The government made two massive announcements yesterday evening, and although the topics have little to do with each other at first sight, it’s hard to think that the timing was a coincidence.
-On the one hand, Economy Minister Martín Guzmán said Argentina would ask for an Extended Fund Facility (EFF) agreement with the IMF, looking to repay the country’s USD 50 billion debt raised during Macri’s administration. EFFs are longer-term programs than Argentina’s original Stand-By agreement reached during the Macri era, and usually come with a “strong focus” on longer-term “structural adjustments”, the IMF says. This would give Argentina closer to a decade to repay its IMF debts (instead of the 5 years usual for Stand By deals), but it will also likely force the government into cutting spending and raising taxes and tariffs, as well as possibly discussing further pension and labor reforms, which could be strongly unpopular with much of Fernández’s base.

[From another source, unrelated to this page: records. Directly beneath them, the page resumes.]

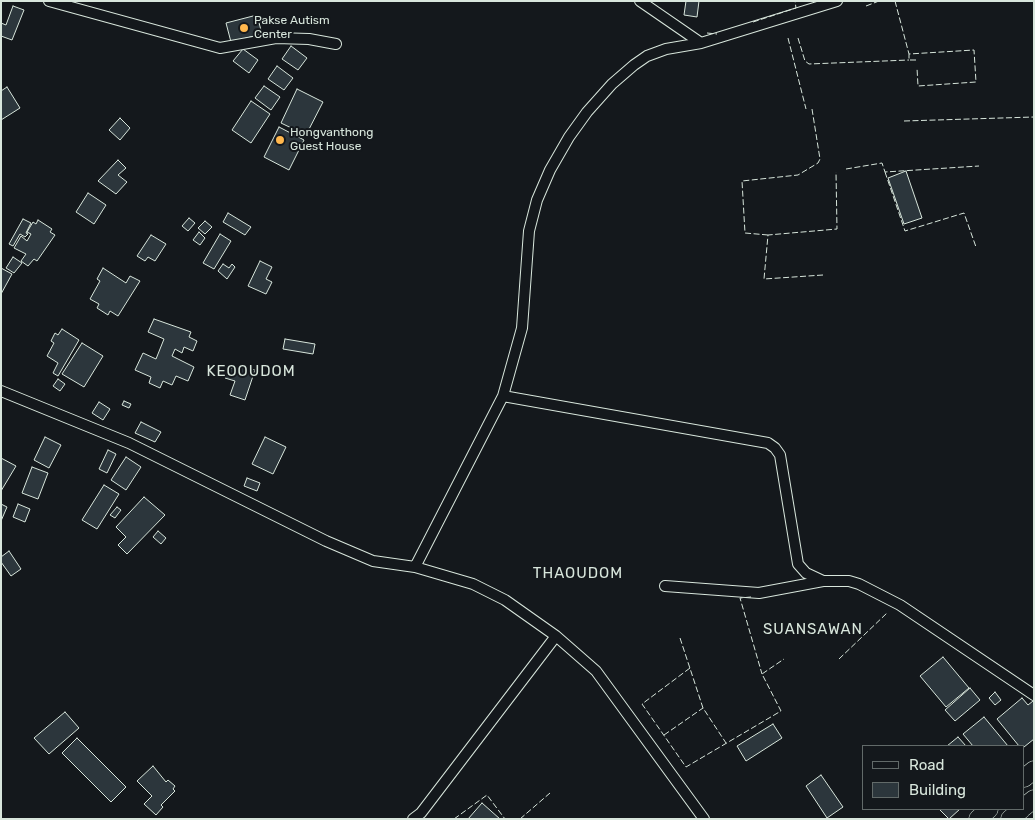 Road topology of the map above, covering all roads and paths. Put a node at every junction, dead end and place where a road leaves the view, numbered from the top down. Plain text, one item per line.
1 (49, 1) edge
2 (640, 1) edge
3 (837, 1) edge
4 (701, 42) junction
5 (336, 44) dead end
6 (1, 391) edge
7 (503, 396) junction
8 (415, 568) junction
9 (823, 580) junction
10 (666, 586) dead end
11 (556, 636) junction
12 (1034, 694) edge
13 (988, 810) edge
14 (1021, 810) edge
15 (420, 817) edge
16 (704, 819) edge
17 (978, 819) edge
18 (1010, 819) edge

1 - 5 street
2 - 4 street
3 - 4 street
4 - 7 street
6 - 8 street
7 - 8 street
7 - 9 street
8 - 11 street
9 - 10 street
9 - 12 street
11 - 15 street
11 - 16 street
13 - 17 highway
14 - 18 highway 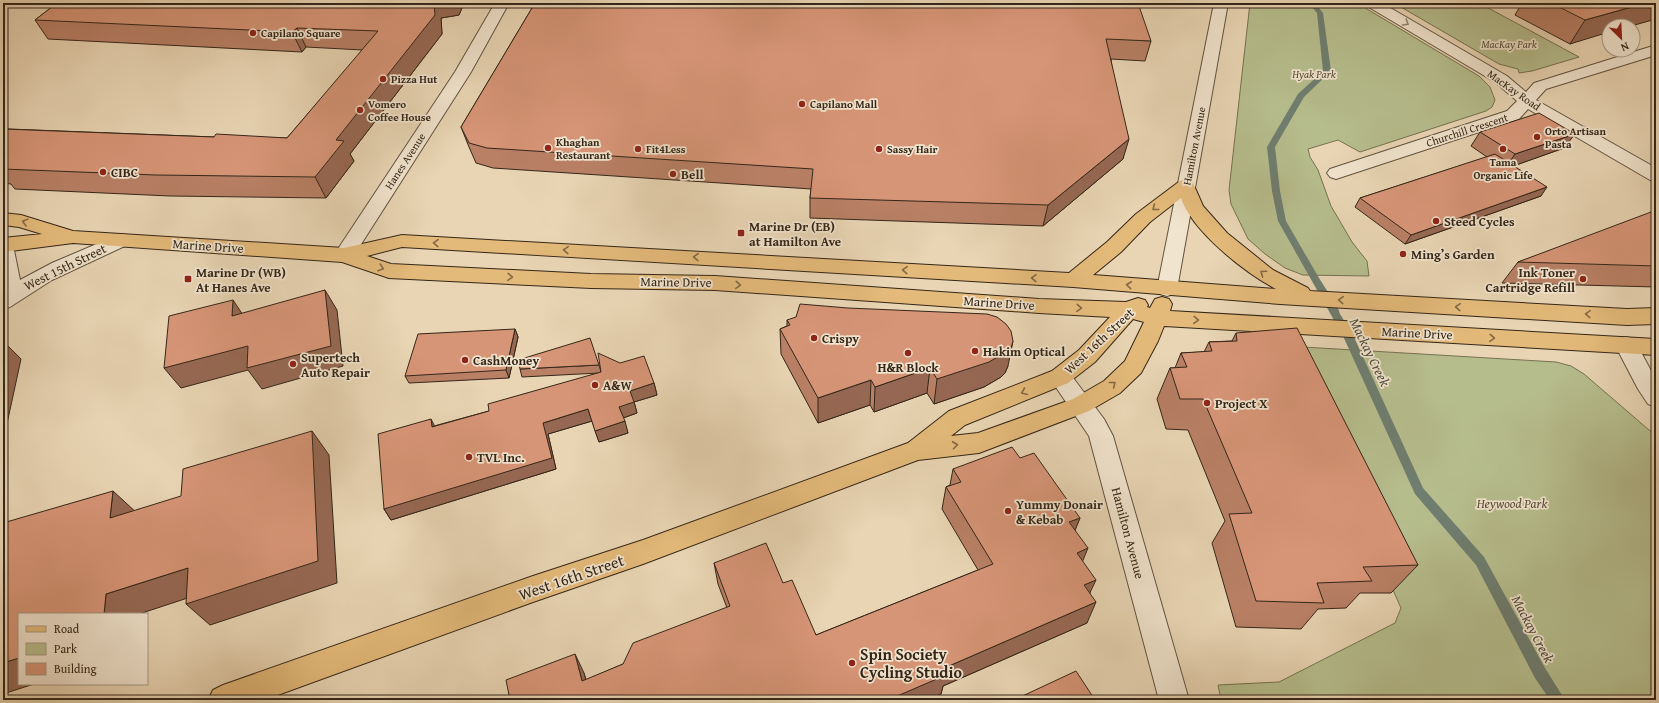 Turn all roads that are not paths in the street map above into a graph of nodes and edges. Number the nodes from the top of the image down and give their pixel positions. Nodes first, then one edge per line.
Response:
1 (502, 3) edge
2 (1221, 3) edge
3 (1372, 3) edge
4 (1656, 50) edge
5 (1527, 101) junction
6 (1336, 173) dead end
7 (1656, 176) edge
8 (1186, 185) junction
9 (3, 219) edge
10 (73, 237) junction
11 (120, 240) junction
12 (3, 245) edge
13 (344, 255) junction
14 (1073, 280) junction
15 (1168, 289) junction
16 (7, 298) edge
17 (1310, 298) junction
18 (1129, 310) junction
19 (1656, 316) edge
20 (1158, 318) junction
21 (1626, 345) junction
22 (1656, 347) edge
23 (1060, 377) junction
24 (1656, 398) edge
25 (1080, 405) junction
26 (917, 450) junction
27 (223, 700) edge
28 (1174, 700) edge

1 - 13 street, Hanes Avenue
2 - 8 street, Hamilton Avenue
3 -> 5 street, MacKay Road
4 - 5 street, Churchill Crescent
5 - 6 street, Churchill Crescent
5 - 7 street, MacKay Road
8 -> 14 main road
8 - 15 street, Hamilton Avenue
17 -> 8 main road
10 -> 9 main road, Marine Drive
10 - 11 main road, Marine Drive
10 - 12 main road, Marine Drive
11 - 13 main road, Marine Drive
11 - 16 street, West 15th Street
12 - 16 street, West 15th Street
14 -> 13 main road, Marine Drive
13 -> 18 main road, Marine Drive
15 -> 14 main road, Marine Drive
15 - 17 main road, Marine Drive
15 - 18 main road, West 16th Street
15 - 20 main road, West 16th Street
19 -> 17 main road, Marine Drive
18 - 20 main road, Marine Drive
18 - 23 main road, West 16th Street
20 -> 21 main road, Marine Drive
25 -> 20 main road, West 16th Street
21 - 22 main road, Marine Drive
21 - 24 street
23 - 25 street, Hamilton Avenue
23 -> 26 main road, West 16th Street
26 -> 25 main road, West 16th Street
25 - 28 street, Hamilton Avenue
26 - 27 main road, West 16th Street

-Barely an hour after Guzmán’s words to foreign news agencies, Legal & Technical Secretary Vilma Ibarra went on several TV channels to announce the government would send the delayed abortion legalization bill to Congress this month. Argentina already held a large-scale debate about the issue in mid-2018, when Mauricio Macri’s government sent a similar bill to Congress which passed the House but was ultimately defeated in the Senate. Macri himself did not support the project, but said he “opened the debate” in a context of rising feminist demands in Argentina since 2017. The feminist movement hopes that a new government which explicitly backs the bill will be enough to make the difference this time.
-Also leaked yesterday was the news that the government will start using a new formula to calculate pension payments, which will likely result in less generous state spending, as inflation will be taken out of the equation. Is this part of the concessions made to the IMF? And is the government looking to bury bad-tasting news to its supporters amid other headlines that look more palatable to them? That will likely be a debate within the different factions of the ruling coalition over the coming weeks and months.
-In other news, President Fernández joined Evo Morales in his return from his Argentine exile to Bolivia yesterday, after his ally Luis Arce recovered power for the indigenous, social-democratic MAS party in his the Andean nation with a landslide presidential victory. The Argentine President and the former Bolivian leader walked to the Villazón-La Quiaca international border crossing, in a picture that marks a victory for the Argentine leader after he strongly backed Morales during his deadly ousting last year.